The hated and devastating law that saw all marriages north of the red line being out of community of property, is finally about to be axed from Namibia's law books.

14 September 2018 | Justice

Home affairs minister Frans Kapofi is putting the final touches to a new piece of legislation that will effectively change the face of marriage in the county, especially in the northern regions.

Included is an unprecedented recommendation that couples countrywide will be able to choose their marriage regime on a schedule that will be attached to their marriage certificate.

The new law will also replace the shocking colonial/apartheid era legislation which stipulates that all marriages north of the red line are out of community of property.

This has brought unprecedented hardship, especially to women once their husbands die and relatives move in to claim assets, including land and other belongings.

The new law on marriages will be tabled in cabinet by the end of this month.

According to Kapofi, they want to give people the option to choose how they will be married - in or out of community of property.

A schedule, on which couples clearly mark their choice - will thus be attached to the marriage certificate.

“We are working on all those details to make life much easier. Time will tell how practical this is, because we still have to take this bill to parliament,” said Kapofi.

Local lawyers charge between N$1500 and N$3 500 to draft, review and register an antenuptial contract.



In community of property

In terms of this marriage contract both parties are the owners of the joint estate.

From the start of the marriage all assets and liabilities are incorporated in a single, joint estate, with certain assets being excluded.

Assets accumulated by one or both parties prior to the marriage also become part of the joint estate owned by both parties.

In this case, assets that are excluded are, for example, those inherited by one of the parties on the distinct understanding that they will not form part of the joint estate.





Consequently all property in the joint estate will belong to the husband and wife as an equal, indivisible portion - and both of them will share in the profits or losses of the joint estate.



Antenuptial without accrual

This type of marriage becomes effective when the parties enter into an antenuptial contract.

This is a contract entered into by both parties and sets out the rules and conditions in respect of the division of assets, and which will apply during the marriage.

In the case of marriages out of community of property without accrual, the property owned by a person prior to the marriage, as well as all property accumulated during the marriage, belongs only to that person.

The same rule applies to liabilities.

Each party's debt remains his or her responsibility. Consequently each party may deal arbitrarily with his or her estate in a will.



With accrual

In terms of this marriage contract the difference between the net increases in the respective estates during the duration of the marriage is divided equally between the two parties when the marriage is terminated.

The calculation of the accrual can briefly and generally be summarised as follows: It is important to determine the value of the estate at the time the marriage is contracted, for example N$1 million, and the value of the estate at termination of the marriage, for example N$1.5 million.

The amount by which the estate has increased (in this case N$500 000) is then deemed the accrual.

Under a law dating back to 1928, the Native Administration Proclamation 15, all marriages contracted in the northern communal areas of Namibia are currently out of community of property.

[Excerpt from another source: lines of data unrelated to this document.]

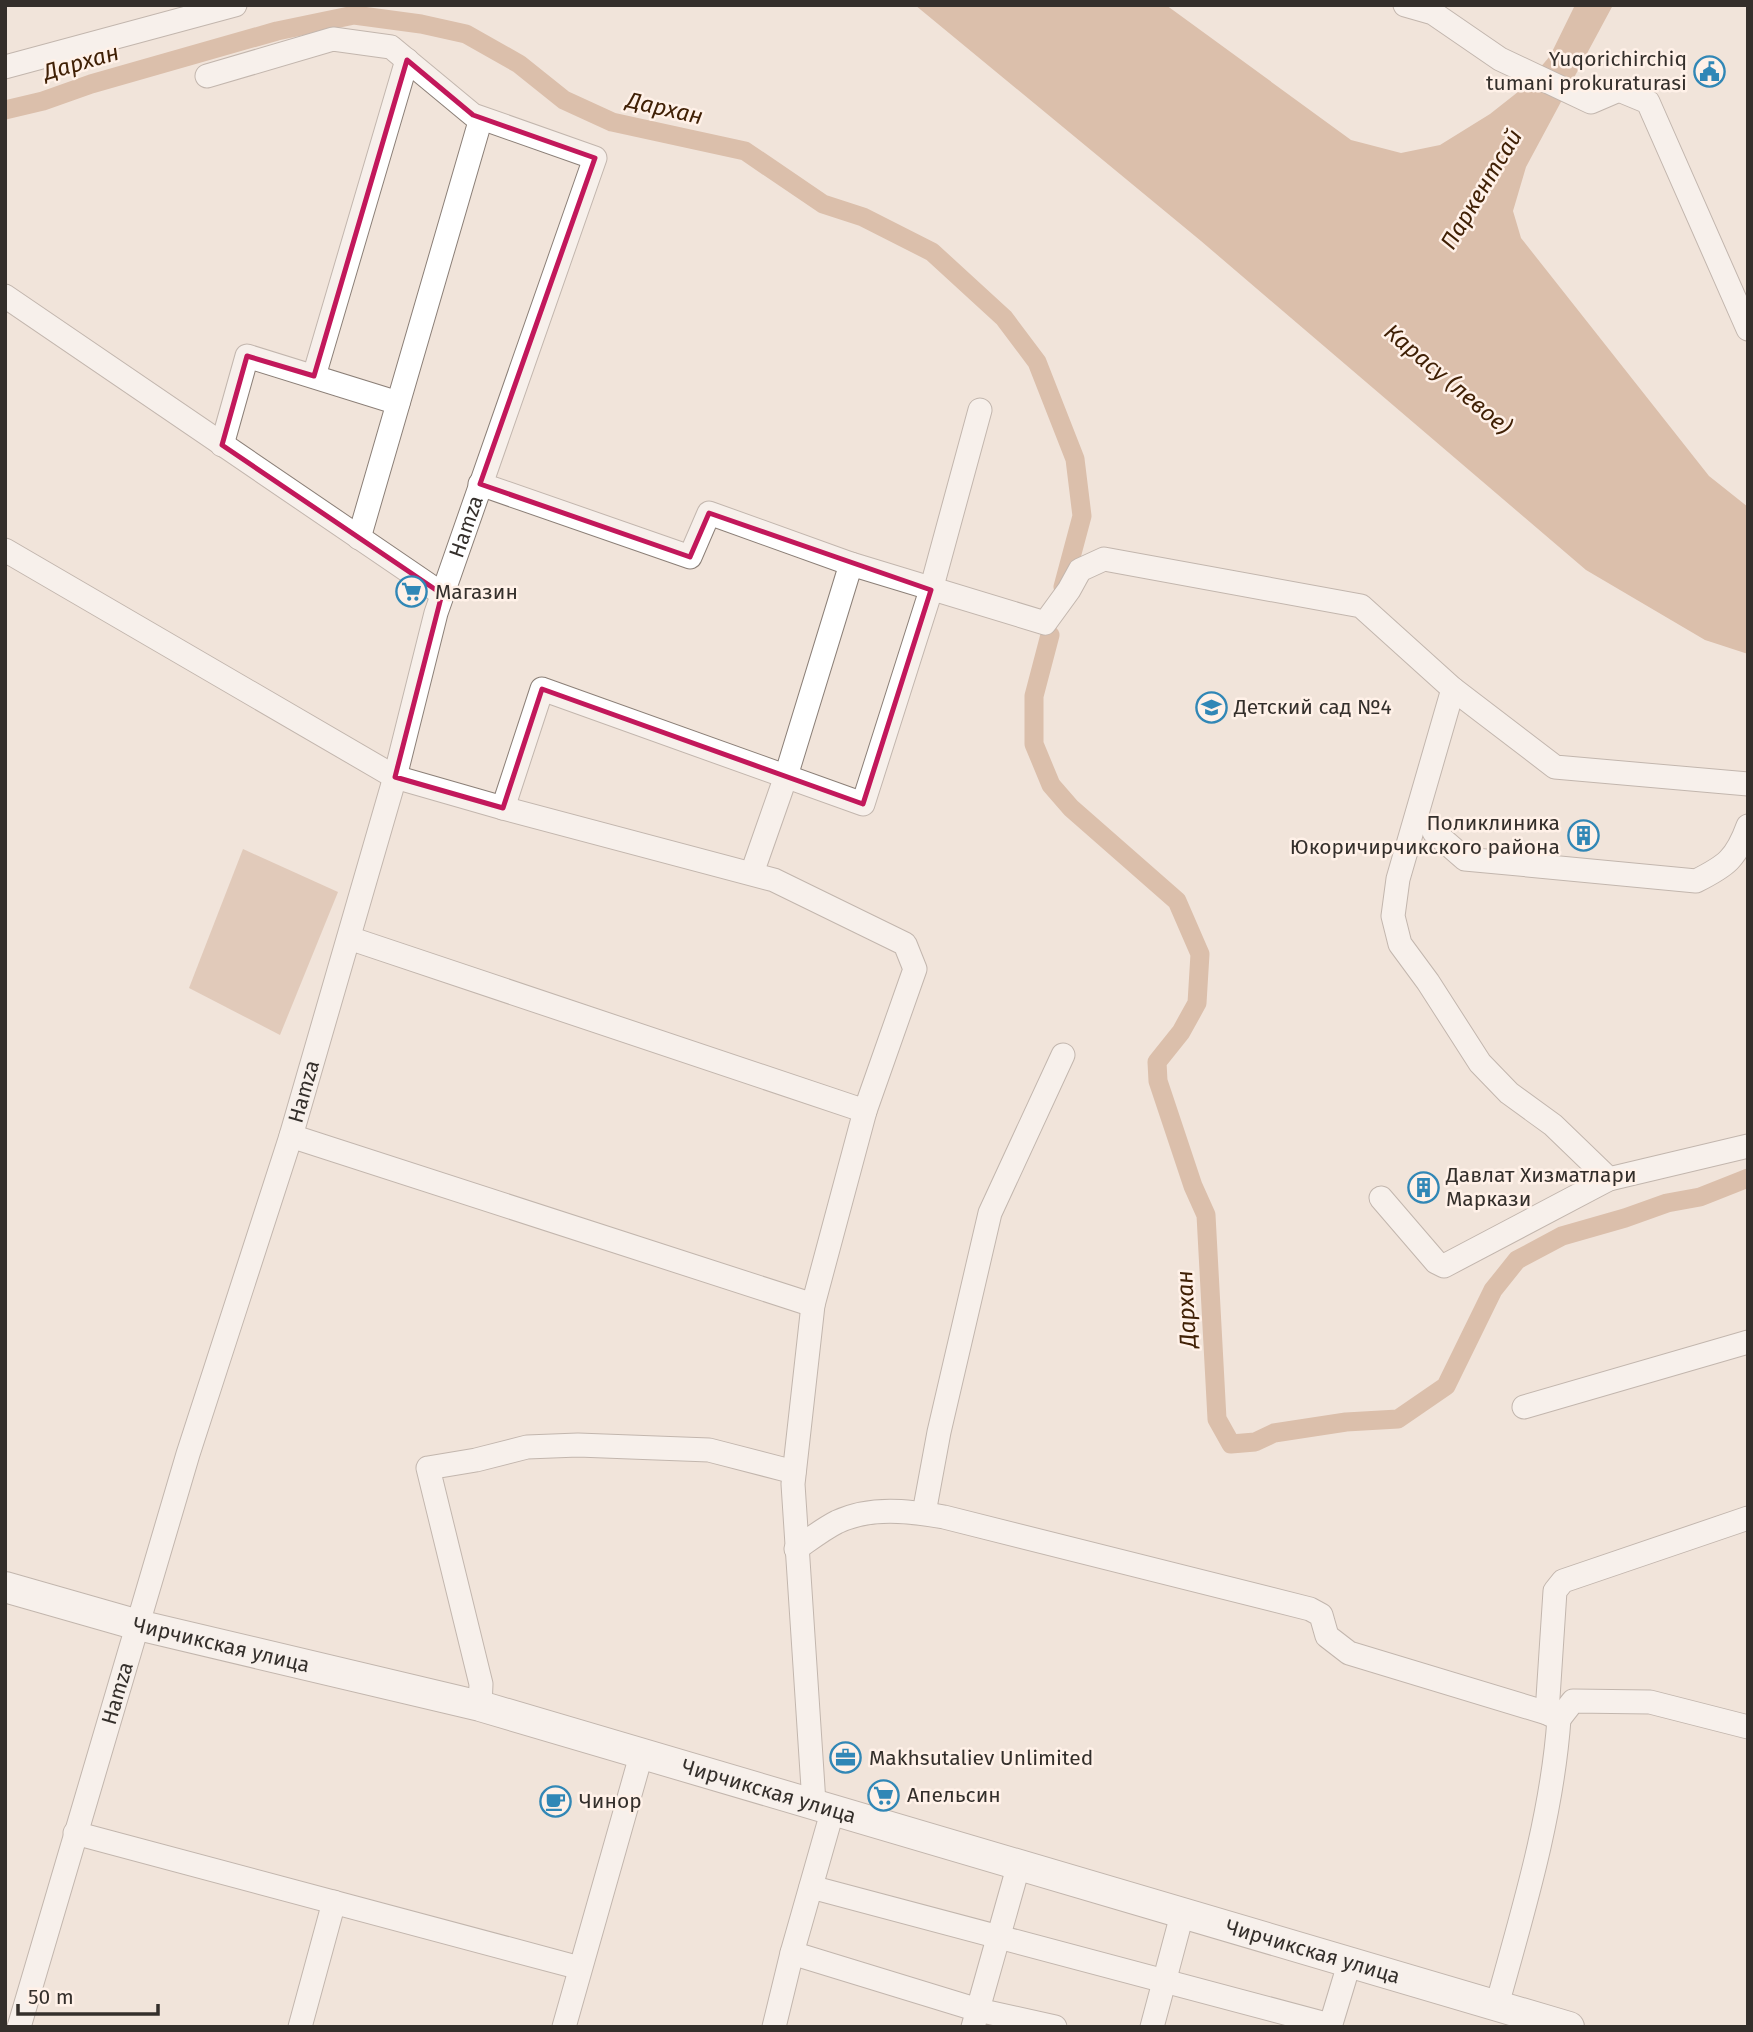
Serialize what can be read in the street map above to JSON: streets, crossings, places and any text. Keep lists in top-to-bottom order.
{
  "streets": {
    "main road": ["Чирчикская улица"],
    "street": ["Hamza"]
  },
  "crossings": [
    ["Hamza", "Чирчикская улица"]
  ],
  "water": ["Дархан", "Паркентсай", "Карасу (левое)"],
  "places": {
    "public building": ["Yuqorichirchiq tumani prokuraturasi"],
    "supermarket": ["Магазин", "Апельсин"],
    "school or university": ["Детский сад №4"],
    "building": ["Поликлиника Юкоричирчикского района", "Давлат Хизматлари Маркази"],
    "office": ["Makhsutaliev Unlimited"],
    "cafe": ["Чинор"]
  },
  "scale_bar": "50 m"
}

This system effectively creates a default marital regime for persons married north of the red line that is different from the rest of the country, which is automatically in community of property if no antenuptial contract is entered into.

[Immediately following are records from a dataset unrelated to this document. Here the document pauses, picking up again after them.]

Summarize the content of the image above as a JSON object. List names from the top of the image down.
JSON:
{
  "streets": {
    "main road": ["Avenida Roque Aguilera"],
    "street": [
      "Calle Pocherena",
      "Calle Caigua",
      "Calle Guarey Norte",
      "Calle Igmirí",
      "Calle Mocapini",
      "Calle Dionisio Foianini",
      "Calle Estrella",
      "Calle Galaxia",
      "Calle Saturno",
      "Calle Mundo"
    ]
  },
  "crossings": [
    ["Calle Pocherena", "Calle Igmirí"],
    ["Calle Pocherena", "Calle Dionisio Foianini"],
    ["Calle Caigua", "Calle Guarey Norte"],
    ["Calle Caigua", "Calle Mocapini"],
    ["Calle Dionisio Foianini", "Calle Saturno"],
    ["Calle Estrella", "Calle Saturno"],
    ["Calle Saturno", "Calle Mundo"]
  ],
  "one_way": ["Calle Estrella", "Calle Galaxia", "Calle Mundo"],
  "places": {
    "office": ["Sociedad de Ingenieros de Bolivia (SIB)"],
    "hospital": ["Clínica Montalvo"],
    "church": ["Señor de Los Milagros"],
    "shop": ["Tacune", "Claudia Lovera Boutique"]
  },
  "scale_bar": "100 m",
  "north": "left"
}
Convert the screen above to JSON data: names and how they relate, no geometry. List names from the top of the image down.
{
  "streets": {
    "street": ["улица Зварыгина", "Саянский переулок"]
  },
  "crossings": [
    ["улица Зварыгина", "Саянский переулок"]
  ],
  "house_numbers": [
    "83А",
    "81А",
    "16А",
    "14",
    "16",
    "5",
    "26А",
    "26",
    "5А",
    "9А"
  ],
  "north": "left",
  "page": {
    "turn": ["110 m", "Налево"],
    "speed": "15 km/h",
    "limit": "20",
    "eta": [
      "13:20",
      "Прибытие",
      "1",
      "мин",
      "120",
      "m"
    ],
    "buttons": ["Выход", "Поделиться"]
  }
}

The 1928 law has disadvantaged many women in the northern parts of the country, who were left with nothing after their husbands' deaths, as family members claimed assets.

Once the law is replaced, people who got married before the country gained independence will have an opportunity to change their matrimonial status to the regime they prefer.

The proposed bill also has an 'amnesty period' for couples, with the dates to be announced by the justice minister.

During this amnesty period, spouses may jointly approach a magistrate to change or clarify their marital property regime. The magistrate can issue a new marriage certificate that indicates the marital property system the couple wants.

This opportunity to change the marital property regime after the marriage has taken place will apply only to people who were affected by the Native Administration Proclamation, coordinator for the Legal Assistance Centre's gender research and advocacy project, Dianne Hubbard, said during a previous interview.